C’è l’offensiva identitaria di Letta che va dal ddl Zan allo ius soli all’imposta di successione: “Non siamo un partito pret-a-porter, che si porta su tutto – dice Enrico Borghi, della segreteria del partito – Non siamo un lucido da scarpe neutro…”. In vista del 2023 c’è un’Operazione Biden: “Lui ha tenuto insieme Sanders e la Ocasio-Cortes con i Dem conservatori di Texas e Georgia – continua Borghi – Noi siamo il mastice della coalizione italiana, il punto di riferimento stabile dei progressisti come 4 mesi fa si diceva di Conte”. Identità e pragmatismo, perché il secondo elemento per crescere è fare di necessità virtù: “Non vedo strategia diversa che usare il dividendo della buona resa del governo Draghi – sintetizza Stefano Ceccanti, deputato e costituzionalista – Nel 2023 si vedranno gli effetti del Recovery. E’ l’unica opzione se vogliamo crescere oltre l’elettorato che ci vota per appartenenza identitaria”.

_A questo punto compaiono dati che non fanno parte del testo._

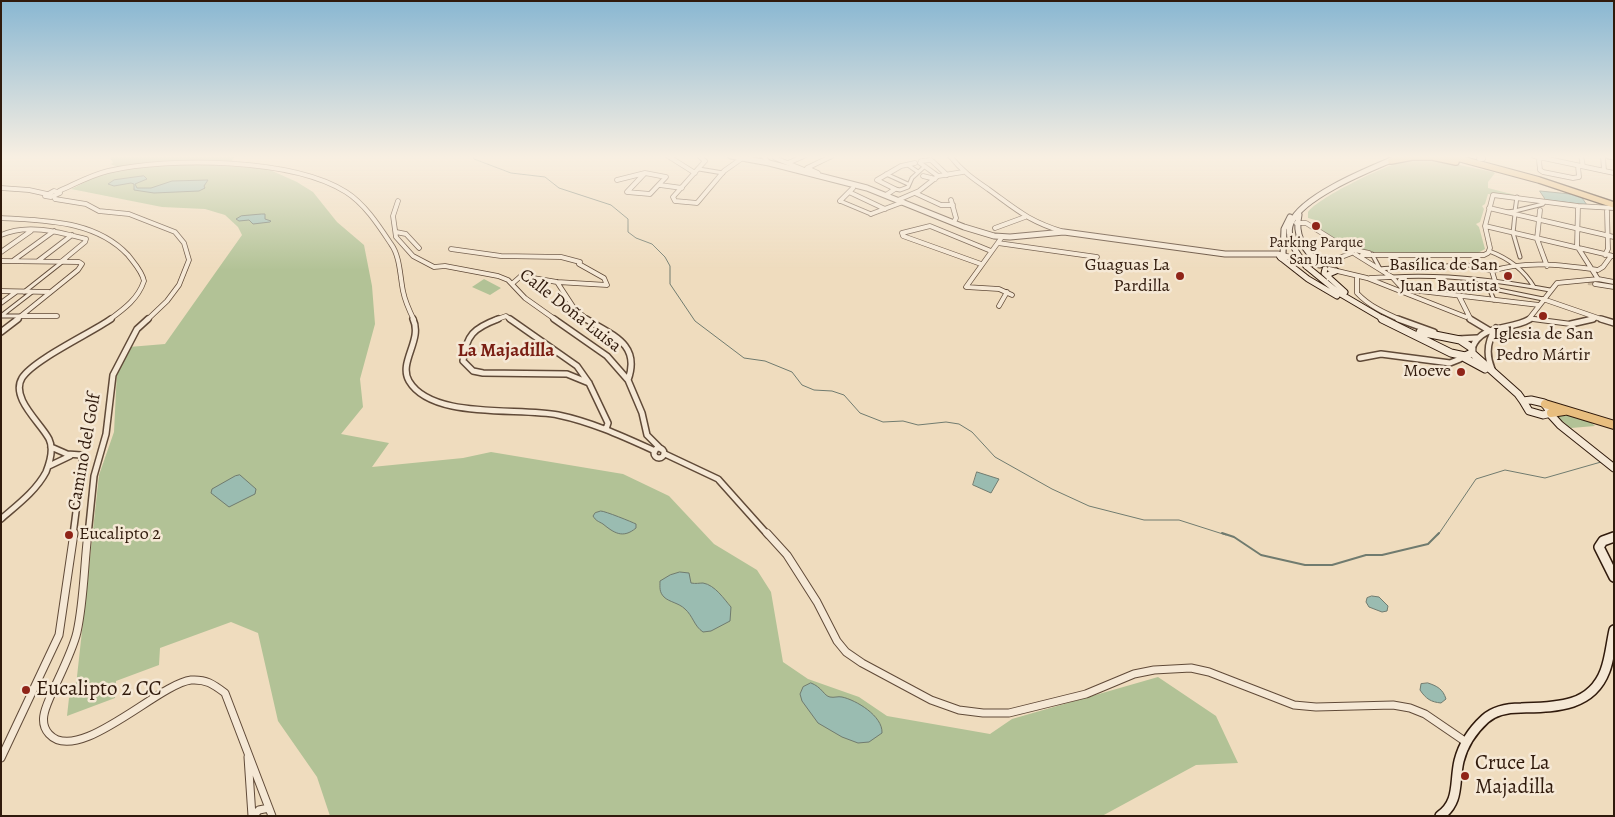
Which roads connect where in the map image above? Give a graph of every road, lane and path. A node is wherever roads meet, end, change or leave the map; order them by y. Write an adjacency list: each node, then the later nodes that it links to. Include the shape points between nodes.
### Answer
1 (47, 194): 16 (street, via 47,197)
2 (58, 194): 16 (street)
3 (349, 194): 146 (street, via 397,255 406,304 416,326 407,366 407,375 416,391 445,406 537,410)
4 (677, 194): 5 (street, via 673,199 697,203)
5 (705, 194)
6 (846, 194): 18 (street)
7 (853, 194): 27 (street)
8 (912, 194): 19 (street)
9 (917, 194): 25 (street, via 941,205)
10 (993, 194): 34 (street)
11 (1324, 194): 30 (main road)
12 (1583, 194): 29 (main road, via 1606,204)
13 (1584, 194): 24 (main road)
14 (1593, 194): 24 (main road)
15 (886, 195): 19 (street)
16 (54, 196): 158 (street, Camino del Golf, via 55,199 86,204 95,210 129,214 175,232 184,243 189,260 179,285 137,329 113,375 106,434 93,484 77,633 43,714 44,728 52,738 64,742 82,740 132,713 163,690 180,683 208,680 220,686 225,693)
17 (1517, 197): 23 (street); 28 (street, via 1493,195); 32 (street)
18 (840, 200): 33 (street)
19 (898, 200): 22 (street)
20 (951, 200): 25 (street)
21 (398, 201): 44 (street, via 393,216)
22 (904, 202): 27 (street); 37 (street)
23 (1544, 202): 26 (street); 32 (street)
24 (1613, 204): 29 (street)
25 (953, 205): 37 (street)
26 (1578, 206): 29 (street); 41 (street)
27 (885, 208): 33 (street)
28 (1489, 208): 32 (street); 39 (street)
29 (1605, 209): 49 (street)
30 (1301, 210): 38 (main road); 62 (main road, via 1285,225); 106 (main road, bridge, via 1292,220 1290,234 1298,256 1326,284)
31 (1540, 210): 36 (street)
32 (1515, 213): 36 (street); 46 (street)
33 (871, 214)
34 (1025, 217): 40 (street); 45 (street)
35 (1, 218): 147 (street, via 69,224 97,231 122,247 144,280 140,293 126,307 38,364 23,378 21,396)
36 (1540, 220): 41 (street); 51 (street)
37 (954, 222): 52 (street)
38 (1296, 223): 59 (street, via 1306,223); 73 (main road, via 1307,252)
39 (1485, 226): 46 (street); 56 (street)
40 (995, 228)
41 (1578, 228): 49 (street); 54 (street)
42 (32, 230): 43 (street); 47 (street, via 8,230); 57 (street)
43 (54, 231): 48 (street); 67 (street)
44 (396, 232): 53 (street, via 406,234); 89 (street, Calle Doña Luisa, via 413,256 434,267 445,266 498,276)
45 (1064, 232): 52 (street); 62 (street, via 1224,254)
46 (1513, 233): 51 (street); 63 (street)
47 (1, 235)
48 (72, 235): 68 (street); 69 (street, via 87,241)
49 (1608, 236): 50 (street); 64 (street)
50 (1614, 237)
51 (1537, 239): 54 (street); 74 (street)
52 (1000, 240): 58 (street); 65 (street)
53 (419, 248)
54 (1578, 248): 64 (street); 76 (street)
55 (450, 249): 87 (street, via 475,254 566,256 604,278 607,286)
56 (1489, 251): 61 (street, via 1479,256); 72 (street)
57 (1, 252)
58 (991, 252): 71 (street); 71 (street, via 930,226 902,233)
59 (1352, 252): 60 (street); 60 (street, via 1355,248); 73 (street); 75 (street)
60 (1362, 253): 61 (street)
61 (1372, 254): 75 (street)
62 (1282, 256): 73 (street); 110 (main road, via 1318,286)
63 (1520, 257)
64 (1609, 257): 70 (street); 76 (street, via 1601,269)
65 (1097, 258)
66 (1, 261): 67 (street)
67 (13, 261): 68 (street)
68 (37, 261): 69 (street)
69 (62, 262): 99 (street); 101 (street, via 82,264)
70 (1614, 262)
71 (981, 264): 109 (street, via 966,288 999,288 1009,293)
72 (1515, 265): 74 (street); 77 (street); 92 (street)
73 (1324, 266): 78 (street); 81 (main road)
74 (1548, 266): 76 (street)
75 (1380, 269): 77 (street, via 1426,265 1458,268 1466,264); 80 (street)
76 (1591, 269): 86 (street)
77 (1492, 271): 84 (street)
78 (1339, 272): 79 (street); 81 (main road, via 1329,274)
79 (1357, 276): 82 (street); 123 (street, via 1357,293 1368,302)
80 (1392, 277): 82 (street); 83 (street, via 1431,275); 94 (street)
81 (1329, 278): 111 (main road, via 1353,299)
82 (1367, 278): 102 (street)
83 (1486, 281): 84 (street); 95 (street)
84 (1495, 281): 90 (street)
85 (1582, 281): 86 (street); 91 (street); 96 (street, via 1557,284)
86 (1597, 281): 88 (street); 93 (street)
87 (557, 282): 89 (street, via 522,276); 135 (street, via 578,313 627,348 634,364)
88 (1614, 282)
89 (513, 283): 135 (street, Calle Doña Luisa, via 525,298 607,356)
90 (1510, 283): 92 (street)
91 (1588, 283)
92 (1534, 287): 96 (street)
93 (1614, 287)
94 (1403, 288): 102 (street); 103 (street)
95 (1489, 288): 104 (street); 105 (street)
96 (1550, 290): 104 (street)
97 (1, 291): 98 (street)
98 (16, 292): 99 (street); 107 (street)
99 (24, 292): 100 (street)
100 (32, 292): 101 (street); 112 (street)
101 (50, 292): 113 (street)
102 (1409, 296): 115 (street)
103 (1459, 296): 105 (street); 115 (street)
104 (1543, 299): 108 (street); 116 (street)
105 (1494, 300): 108 (street)
106 (1354, 302): 110 (main road); 111 (main road)
107 (1, 303)
108 (1539, 305): 117 (street)
109 (999, 306)
110 (1363, 308): 127 (main road)
111 (1376, 313): 125 (main road, via 1425,334)
112 (1, 316): 113 (street)
113 (21, 316): 114 (street); 122 (street)
114 (57, 316)
115 (1466, 317): 121 (street)
116 (1595, 318): 118 (street); 119 (street)
117 (1529, 319): 119 (street); 120 (street)
118 (1614, 323)
119 (1571, 324)
120 (1496, 328): 121 (street); 134 (street, via 1487,352 1488,361)
121 (1490, 331): 124 (street)
122 (1, 332)
123 (1434, 332)
124 (1478, 337): 126 (street); 128 (street)
125 (1445, 338): 126 (main road); 127 (main road, via 1440,343)
126 (1455, 339): 128 (main road)
127 (1444, 348): 129 (main road); 131 (street)
128 (1472, 351): 129 (main road); 134 (main road)
129 (1460, 355): 131 (street); 134 (main road)
130 (1360, 358): 131 (street, via 1381,354)
131 (1453, 362)
132 (577, 366): 133 (street); 133 (street, via 506,316 468,338 463,361 473,371); 136 (street)
133 (567, 374): 136 (street)
134 (1497, 376): 137 (main road)
135 (628, 380): 148 (street, Calle Doña Luisa, via 647,435)
136 (590, 383): 146 (street, via 608,423)
137 (1514, 390): 138 (main road); 139 (main road)
138 (1537, 400): 139 (main road); 140 (main road)
139 (1523, 401): 143 (main road, via 1528,410)
140 (1545, 404): 141 (main road); 142 (main road)
141 (1572, 411): 142 (main road); 145 (main road)
142 (1550, 413): 143 (main road); 144 (main road)
143 (1540, 415): 144 (main road)
144 (1560, 425): 152 (main road)
145 (1614, 425)
146 (606, 429): 148 (street, via 654,451 654,456 663,456)
147 (52, 447): 149 (street); 150 (street)
148 (663, 451): 157 (street, via 718,478 786,555 846,652 958,710 1008,713 1086,694 1134,674 1191,668 1294,705 1393,705 1410,708 1425,714)
149 (70, 454): 150 (street); 151 (street); 159 (street, via 83,457 59,635)
150 (51, 458): 151 (street)
151 (48, 466): 153 (street, via 33,489)
152 (1614, 468)
153 (1, 519)
154 (1614, 537): 155 (main road, via 1603,541 1599,547)
155 (1614, 577)
156 (1614, 630): 157 (main road, via 1605,671 1592,694 1571,704 1497,711 1486,718)
157 (1466, 742): 162 (main road, via 1458,762 1453,802 1448,812)
158 (248, 754): 160 (street); 161 (street)
159 (1, 758)
160 (270, 812): 161 (street, via 259,810)
161 (253, 816)
162 (1440, 816)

Già: ma il “dividendo draghiano” presuppone – oltre al fatto, dato per scontato, che l’attuale premier non si butti in politica – che la golden share dell’unità nazionale non finisca nelle capienti tasche di Salvini: “Certo, il Pd deve diventare la scelta di voto “naturale” di chi apprezza Draghi – concorda Ceccanti – Bisogna orientare l’azione dell’esecutivo in modo che non se la la intesti la Lega”. E’ più o meno quello che ha detto Guerini, ministro della Difesa e capo della corrente Base Riformista che tanto ha fatto penare Zingaretti. La novità è che nell’ultima assemblea al Senato la corrente si è spaccata, con “scomunica” dell’ala dura che fa capo all’ex capogruppo Marcucci. E prevalenza invece di un’ala che vuole collaborare con la gestione lettiana: “Il buon risultato del sondaggio corrisponde alla foto del G7, con Draghi che non segue bensì indirizza – spiega Emanuele Fiano – Il Pd è l’unico partito a poter condividere tutte le decisioni di quel summit. Investire per crescere ed occuparsi della spesa sociale è la visione della sinistra riformista dagli anni Cinquanta in poi”. In ogni caso, il vantaggio su Salvini “copia del prodotto originale Meloni” è tutto da consolidare. L’accento di Fiano va sulle riforme: “Sulla giustizia dobbiamo essere la parte garantista. Sulla P.A. nessuna paura di modernizzare. Sul fisco, la tassa di successione ci rimette in linea con l’Europa e consente di abbassare le imposte al ceto medio”.